_What you will do_
Return all the lines below in which the string "positions" appears.

START Dataset excerpts

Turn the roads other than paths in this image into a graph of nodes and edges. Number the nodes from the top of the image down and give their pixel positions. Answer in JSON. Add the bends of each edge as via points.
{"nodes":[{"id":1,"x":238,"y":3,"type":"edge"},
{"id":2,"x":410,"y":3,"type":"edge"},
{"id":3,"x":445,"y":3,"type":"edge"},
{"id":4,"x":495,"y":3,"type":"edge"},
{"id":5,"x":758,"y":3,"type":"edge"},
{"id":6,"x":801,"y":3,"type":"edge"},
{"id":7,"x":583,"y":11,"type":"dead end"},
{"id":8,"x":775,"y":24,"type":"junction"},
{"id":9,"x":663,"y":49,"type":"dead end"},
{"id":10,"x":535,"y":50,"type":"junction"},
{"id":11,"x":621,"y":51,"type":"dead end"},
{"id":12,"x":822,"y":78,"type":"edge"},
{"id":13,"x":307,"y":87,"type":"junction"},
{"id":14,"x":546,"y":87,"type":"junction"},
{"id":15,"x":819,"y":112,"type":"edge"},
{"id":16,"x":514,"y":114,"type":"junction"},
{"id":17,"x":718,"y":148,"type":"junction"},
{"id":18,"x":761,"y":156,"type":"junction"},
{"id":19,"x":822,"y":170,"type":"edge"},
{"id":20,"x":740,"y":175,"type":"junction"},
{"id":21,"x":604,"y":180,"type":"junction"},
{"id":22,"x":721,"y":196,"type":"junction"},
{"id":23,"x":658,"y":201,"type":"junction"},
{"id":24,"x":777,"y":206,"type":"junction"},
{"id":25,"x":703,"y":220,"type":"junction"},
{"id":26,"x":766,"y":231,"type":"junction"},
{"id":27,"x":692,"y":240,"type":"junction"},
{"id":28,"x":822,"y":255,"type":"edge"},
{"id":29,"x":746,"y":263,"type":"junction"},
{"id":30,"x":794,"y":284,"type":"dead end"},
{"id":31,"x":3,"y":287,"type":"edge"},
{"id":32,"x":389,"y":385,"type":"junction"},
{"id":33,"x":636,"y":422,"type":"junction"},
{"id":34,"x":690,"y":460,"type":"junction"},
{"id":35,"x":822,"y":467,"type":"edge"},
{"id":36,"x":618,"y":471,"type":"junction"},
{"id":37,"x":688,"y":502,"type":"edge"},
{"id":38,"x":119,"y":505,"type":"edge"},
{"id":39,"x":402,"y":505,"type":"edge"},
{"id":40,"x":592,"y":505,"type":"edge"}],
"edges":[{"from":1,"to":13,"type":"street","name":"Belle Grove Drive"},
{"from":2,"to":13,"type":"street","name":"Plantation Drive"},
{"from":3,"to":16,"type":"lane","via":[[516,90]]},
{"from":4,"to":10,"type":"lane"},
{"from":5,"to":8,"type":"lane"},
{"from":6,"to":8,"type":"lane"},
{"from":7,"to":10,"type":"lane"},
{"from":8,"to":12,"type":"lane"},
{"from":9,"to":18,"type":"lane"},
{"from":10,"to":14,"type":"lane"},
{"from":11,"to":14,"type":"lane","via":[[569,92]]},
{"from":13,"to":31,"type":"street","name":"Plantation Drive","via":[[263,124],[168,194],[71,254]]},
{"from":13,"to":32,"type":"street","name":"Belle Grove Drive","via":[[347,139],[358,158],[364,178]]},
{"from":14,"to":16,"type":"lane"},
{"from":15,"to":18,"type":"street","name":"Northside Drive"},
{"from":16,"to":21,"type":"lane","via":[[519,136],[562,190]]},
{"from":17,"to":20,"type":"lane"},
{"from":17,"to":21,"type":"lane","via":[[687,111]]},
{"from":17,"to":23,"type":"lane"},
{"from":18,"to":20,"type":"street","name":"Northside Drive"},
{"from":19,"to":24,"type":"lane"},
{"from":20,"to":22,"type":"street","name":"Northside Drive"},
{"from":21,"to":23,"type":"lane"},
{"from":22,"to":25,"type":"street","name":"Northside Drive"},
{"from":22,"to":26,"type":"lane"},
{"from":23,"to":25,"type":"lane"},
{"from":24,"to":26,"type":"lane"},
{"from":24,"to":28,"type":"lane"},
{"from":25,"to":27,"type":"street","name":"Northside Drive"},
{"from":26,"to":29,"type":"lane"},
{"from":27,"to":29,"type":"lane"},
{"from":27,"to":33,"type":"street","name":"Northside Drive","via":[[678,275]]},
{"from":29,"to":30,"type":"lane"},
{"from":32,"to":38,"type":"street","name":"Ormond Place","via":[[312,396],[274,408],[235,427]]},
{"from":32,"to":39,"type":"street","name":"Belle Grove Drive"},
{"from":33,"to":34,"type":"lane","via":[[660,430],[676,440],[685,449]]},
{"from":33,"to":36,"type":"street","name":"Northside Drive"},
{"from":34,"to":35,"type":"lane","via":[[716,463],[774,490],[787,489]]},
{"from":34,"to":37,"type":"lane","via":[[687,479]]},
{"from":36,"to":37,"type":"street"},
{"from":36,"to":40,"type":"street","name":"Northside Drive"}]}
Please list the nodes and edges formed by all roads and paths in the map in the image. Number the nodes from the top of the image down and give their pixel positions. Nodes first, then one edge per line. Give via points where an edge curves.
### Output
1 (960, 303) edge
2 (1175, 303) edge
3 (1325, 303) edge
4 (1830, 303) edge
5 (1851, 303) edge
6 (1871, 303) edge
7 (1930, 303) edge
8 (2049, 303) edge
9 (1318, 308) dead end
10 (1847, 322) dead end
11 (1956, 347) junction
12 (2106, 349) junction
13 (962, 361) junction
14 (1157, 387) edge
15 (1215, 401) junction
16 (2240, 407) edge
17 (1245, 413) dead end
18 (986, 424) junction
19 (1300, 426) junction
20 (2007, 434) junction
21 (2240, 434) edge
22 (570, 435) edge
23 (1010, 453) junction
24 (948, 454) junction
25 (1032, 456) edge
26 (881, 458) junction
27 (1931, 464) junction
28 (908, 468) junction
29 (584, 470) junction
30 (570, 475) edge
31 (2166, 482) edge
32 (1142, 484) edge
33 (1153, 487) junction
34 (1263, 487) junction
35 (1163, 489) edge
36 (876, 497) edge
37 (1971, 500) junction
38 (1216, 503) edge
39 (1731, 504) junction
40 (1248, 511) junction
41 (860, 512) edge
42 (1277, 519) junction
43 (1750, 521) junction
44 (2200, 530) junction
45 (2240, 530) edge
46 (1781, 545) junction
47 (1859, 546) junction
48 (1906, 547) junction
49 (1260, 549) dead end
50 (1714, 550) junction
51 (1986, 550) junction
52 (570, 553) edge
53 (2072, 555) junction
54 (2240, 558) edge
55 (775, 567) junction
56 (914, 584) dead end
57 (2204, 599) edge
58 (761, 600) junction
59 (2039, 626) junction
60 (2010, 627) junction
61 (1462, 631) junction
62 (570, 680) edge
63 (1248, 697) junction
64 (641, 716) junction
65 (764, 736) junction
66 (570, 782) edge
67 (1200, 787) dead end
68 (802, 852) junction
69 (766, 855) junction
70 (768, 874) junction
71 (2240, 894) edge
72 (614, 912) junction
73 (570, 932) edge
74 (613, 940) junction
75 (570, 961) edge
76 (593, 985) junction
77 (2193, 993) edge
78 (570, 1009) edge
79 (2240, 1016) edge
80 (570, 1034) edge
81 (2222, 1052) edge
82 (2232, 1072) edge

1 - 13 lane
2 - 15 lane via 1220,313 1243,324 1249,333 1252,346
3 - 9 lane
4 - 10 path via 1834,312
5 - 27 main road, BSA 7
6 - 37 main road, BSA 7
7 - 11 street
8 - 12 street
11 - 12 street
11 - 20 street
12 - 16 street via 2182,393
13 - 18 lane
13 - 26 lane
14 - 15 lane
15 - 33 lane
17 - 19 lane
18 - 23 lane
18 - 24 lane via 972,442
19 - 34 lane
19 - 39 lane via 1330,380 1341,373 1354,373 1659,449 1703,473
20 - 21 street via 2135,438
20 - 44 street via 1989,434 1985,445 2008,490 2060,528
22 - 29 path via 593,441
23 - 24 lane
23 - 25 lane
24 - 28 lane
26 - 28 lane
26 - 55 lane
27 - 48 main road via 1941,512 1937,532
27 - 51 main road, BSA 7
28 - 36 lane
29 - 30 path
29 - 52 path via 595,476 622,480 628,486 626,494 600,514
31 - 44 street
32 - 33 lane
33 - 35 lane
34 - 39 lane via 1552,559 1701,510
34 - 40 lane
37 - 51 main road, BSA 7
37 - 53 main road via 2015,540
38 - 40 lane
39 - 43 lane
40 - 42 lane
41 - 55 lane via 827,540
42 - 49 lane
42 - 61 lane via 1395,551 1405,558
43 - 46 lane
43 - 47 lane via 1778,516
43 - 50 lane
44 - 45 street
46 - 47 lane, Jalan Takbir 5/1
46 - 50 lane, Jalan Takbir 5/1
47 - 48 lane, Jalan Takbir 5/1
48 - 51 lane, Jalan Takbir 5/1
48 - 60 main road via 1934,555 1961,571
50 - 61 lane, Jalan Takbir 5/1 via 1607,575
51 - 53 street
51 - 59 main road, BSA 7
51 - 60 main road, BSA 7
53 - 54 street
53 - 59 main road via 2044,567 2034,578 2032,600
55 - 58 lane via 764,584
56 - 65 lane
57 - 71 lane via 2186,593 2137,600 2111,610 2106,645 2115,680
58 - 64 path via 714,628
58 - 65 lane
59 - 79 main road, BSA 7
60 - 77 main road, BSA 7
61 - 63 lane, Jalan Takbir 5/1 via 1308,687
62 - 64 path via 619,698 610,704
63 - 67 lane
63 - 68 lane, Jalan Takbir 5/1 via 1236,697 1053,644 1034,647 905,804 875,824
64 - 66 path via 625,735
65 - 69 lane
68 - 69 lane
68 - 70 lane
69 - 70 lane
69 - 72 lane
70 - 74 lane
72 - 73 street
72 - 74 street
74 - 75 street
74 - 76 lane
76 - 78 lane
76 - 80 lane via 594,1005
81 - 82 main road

END Dataset excerpts

_Reply to the task_
Turn the roads other than paths in this image into a graph of nodes and edges. Number the nodes from the top of the image down and give their pixel positions. Answer in JSON. Add the bends of each edge as via points.
Please list the nodes and edges formed by all roads and paths in the map in the image. Number the nodes from the top of the image down and give their pixel positions. Nodes first, then one edge per line. Give via points where an edge curves.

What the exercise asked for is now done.